● Exercise: Give the data again exactly as it appears.

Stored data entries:
BEGIN

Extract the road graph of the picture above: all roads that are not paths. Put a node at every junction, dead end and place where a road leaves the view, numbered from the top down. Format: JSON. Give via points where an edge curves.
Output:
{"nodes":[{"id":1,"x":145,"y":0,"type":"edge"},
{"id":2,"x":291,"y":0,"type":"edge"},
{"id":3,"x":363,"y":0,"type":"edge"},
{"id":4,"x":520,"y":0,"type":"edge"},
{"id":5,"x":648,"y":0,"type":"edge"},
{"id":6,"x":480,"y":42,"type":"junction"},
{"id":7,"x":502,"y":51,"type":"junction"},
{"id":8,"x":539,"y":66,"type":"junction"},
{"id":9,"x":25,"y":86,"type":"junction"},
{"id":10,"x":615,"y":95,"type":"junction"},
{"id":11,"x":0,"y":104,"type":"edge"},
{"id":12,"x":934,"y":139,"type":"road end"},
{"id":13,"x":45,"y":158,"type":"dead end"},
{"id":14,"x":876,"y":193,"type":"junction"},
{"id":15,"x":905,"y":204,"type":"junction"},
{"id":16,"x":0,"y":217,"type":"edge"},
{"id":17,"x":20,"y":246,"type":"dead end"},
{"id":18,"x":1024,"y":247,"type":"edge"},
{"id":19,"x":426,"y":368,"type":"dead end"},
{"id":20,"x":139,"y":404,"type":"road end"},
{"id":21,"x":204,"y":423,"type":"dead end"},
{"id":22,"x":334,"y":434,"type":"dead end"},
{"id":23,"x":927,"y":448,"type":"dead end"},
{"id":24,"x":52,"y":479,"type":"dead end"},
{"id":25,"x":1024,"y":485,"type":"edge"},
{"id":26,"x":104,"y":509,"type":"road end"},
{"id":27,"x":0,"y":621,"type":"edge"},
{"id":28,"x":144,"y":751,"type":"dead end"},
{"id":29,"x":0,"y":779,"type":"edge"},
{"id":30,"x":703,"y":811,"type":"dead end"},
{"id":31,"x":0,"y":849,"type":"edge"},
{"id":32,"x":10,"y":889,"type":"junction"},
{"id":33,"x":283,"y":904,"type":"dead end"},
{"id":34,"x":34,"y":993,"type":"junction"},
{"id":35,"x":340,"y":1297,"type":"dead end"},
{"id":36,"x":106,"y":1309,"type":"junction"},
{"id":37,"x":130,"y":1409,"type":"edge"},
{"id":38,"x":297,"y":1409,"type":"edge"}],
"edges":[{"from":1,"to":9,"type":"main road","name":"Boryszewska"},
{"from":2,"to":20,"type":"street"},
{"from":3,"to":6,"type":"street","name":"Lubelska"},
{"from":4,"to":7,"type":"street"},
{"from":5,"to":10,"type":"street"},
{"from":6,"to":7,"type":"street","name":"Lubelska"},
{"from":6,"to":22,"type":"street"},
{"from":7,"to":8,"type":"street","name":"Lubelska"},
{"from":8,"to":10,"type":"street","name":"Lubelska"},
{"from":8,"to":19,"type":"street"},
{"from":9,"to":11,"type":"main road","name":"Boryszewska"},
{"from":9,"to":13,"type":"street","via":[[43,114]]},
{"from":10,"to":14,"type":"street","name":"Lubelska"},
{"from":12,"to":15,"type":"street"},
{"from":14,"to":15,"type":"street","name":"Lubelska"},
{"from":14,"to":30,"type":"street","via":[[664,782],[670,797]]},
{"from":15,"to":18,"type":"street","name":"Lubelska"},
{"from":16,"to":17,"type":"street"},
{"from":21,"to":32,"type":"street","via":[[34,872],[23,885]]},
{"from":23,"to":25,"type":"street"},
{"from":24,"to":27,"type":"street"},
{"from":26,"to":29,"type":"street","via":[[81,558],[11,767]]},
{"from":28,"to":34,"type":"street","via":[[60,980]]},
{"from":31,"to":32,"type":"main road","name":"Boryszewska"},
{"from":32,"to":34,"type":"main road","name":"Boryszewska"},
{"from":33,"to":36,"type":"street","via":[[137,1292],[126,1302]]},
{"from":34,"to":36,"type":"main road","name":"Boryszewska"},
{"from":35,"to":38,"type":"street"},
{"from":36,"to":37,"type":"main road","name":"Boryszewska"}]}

END

● Finished exercise:
Extract the road graph of the picture above: all roads that are not paths. Put a node at every junction, dead end and place where a road leaves the view, numbered from the top down. Format: JSON. Give via points where an edge curves.
Output:
{"nodes":[{"id":1,"x":145,"y":0,"type":"edge"},
{"id":2,"x":291,"y":0,"type":"edge"},
{"id":3,"x":363,"y":0,"type":"edge"},
{"id":4,"x":520,"y":0,"type":"edge"},
{"id":5,"x":648,"y":0,"type":"edge"},
{"id":6,"x":480,"y":42,"type":"junction"},
{"id":7,"x":502,"y":51,"type":"junction"},
{"id":8,"x":539,"y":66,"type":"junction"},
{"id":9,"x":25,"y":86,"type":"junction"},
{"id":10,"x":615,"y":95,"type":"junction"},
{"id":11,"x":0,"y":104,"type":"edge"},
{"id":12,"x":934,"y":139,"type":"road end"},
{"id":13,"x":45,"y":158,"type":"dead end"},
{"id":14,"x":876,"y":193,"type":"junction"},
{"id":15,"x":905,"y":204,"type":"junction"},
{"id":16,"x":0,"y":217,"type":"edge"},
{"id":17,"x":20,"y":246,"type":"dead end"},
{"id":18,"x":1024,"y":247,"type":"edge"},
{"id":19,"x":426,"y":368,"type":"dead end"},
{"id":20,"x":139,"y":404,"type":"road end"},
{"id":21,"x":204,"y":423,"type":"dead end"},
{"id":22,"x":334,"y":434,"type":"dead end"},
{"id":23,"x":927,"y":448,"type":"dead end"},
{"id":24,"x":52,"y":479,"type":"dead end"},
{"id":25,"x":1024,"y":485,"type":"edge"},
{"id":26,"x":104,"y":509,"type":"road end"},
{"id":27,"x":0,"y":621,"type":"edge"},
{"id":28,"x":144,"y":751,"type":"dead end"},
{"id":29,"x":0,"y":779,"type":"edge"},
{"id":30,"x":703,"y":811,"type":"dead end"},
{"id":31,"x":0,"y":849,"type":"edge"},
{"id":32,"x":10,"y":889,"type":"junction"},
{"id":33,"x":283,"y":904,"type":"dead end"},
{"id":34,"x":34,"y":993,"type":"junction"},
{"id":35,"x":340,"y":1297,"type":"dead end"},
{"id":36,"x":106,"y":1309,"type":"junction"},
{"id":37,"x":130,"y":1409,"type":"edge"},
{"id":38,"x":297,"y":1409,"type":"edge"}],
"edges":[{"from":1,"to":9,"type":"main road","name":"Boryszewska"},
{"from":2,"to":20,"type":"street"},
{"from":3,"to":6,"type":"street","name":"Lubelska"},
{"from":4,"to":7,"type":"street"},
{"from":5,"to":10,"type":"street"},
{"from":6,"to":7,"type":"street","name":"Lubelska"},
{"from":6,"to":22,"type":"street"},
{"from":7,"to":8,"type":"street","name":"Lubelska"},
{"from":8,"to":10,"type":"street","name":"Lubelska"},
{"from":8,"to":19,"type":"street"},
{"from":9,"to":11,"type":"main road","name":"Boryszewska"},
{"from":9,"to":13,"type":"street","via":[[43,114]]},
{"from":10,"to":14,"type":"street","name":"Lubelska"},
{"from":12,"to":15,"type":"street"},
{"from":14,"to":15,"type":"street","name":"Lubelska"},
{"from":14,"to":30,"type":"street","via":[[664,782],[670,797]]},
{"from":15,"to":18,"type":"street","name":"Lubelska"},
{"from":16,"to":17,"type":"street"},
{"from":21,"to":32,"type":"street","via":[[34,872],[23,885]]},
{"from":23,"to":25,"type":"street"},
{"from":24,"to":27,"type":"street"},
{"from":26,"to":29,"type":"street","via":[[81,558],[11,767]]},
{"from":28,"to":34,"type":"street","via":[[60,980]]},
{"from":31,"to":32,"type":"main road","name":"Boryszewska"},
{"from":32,"to":34,"type":"main road","name":"Boryszewska"},
{"from":33,"to":36,"type":"street","via":[[137,1292],[126,1302]]},
{"from":34,"to":36,"type":"main road","name":"Boryszewska"},
{"from":35,"to":38,"type":"street"},
{"from":36,"to":37,"type":"main road","name":"Boryszewska"}]}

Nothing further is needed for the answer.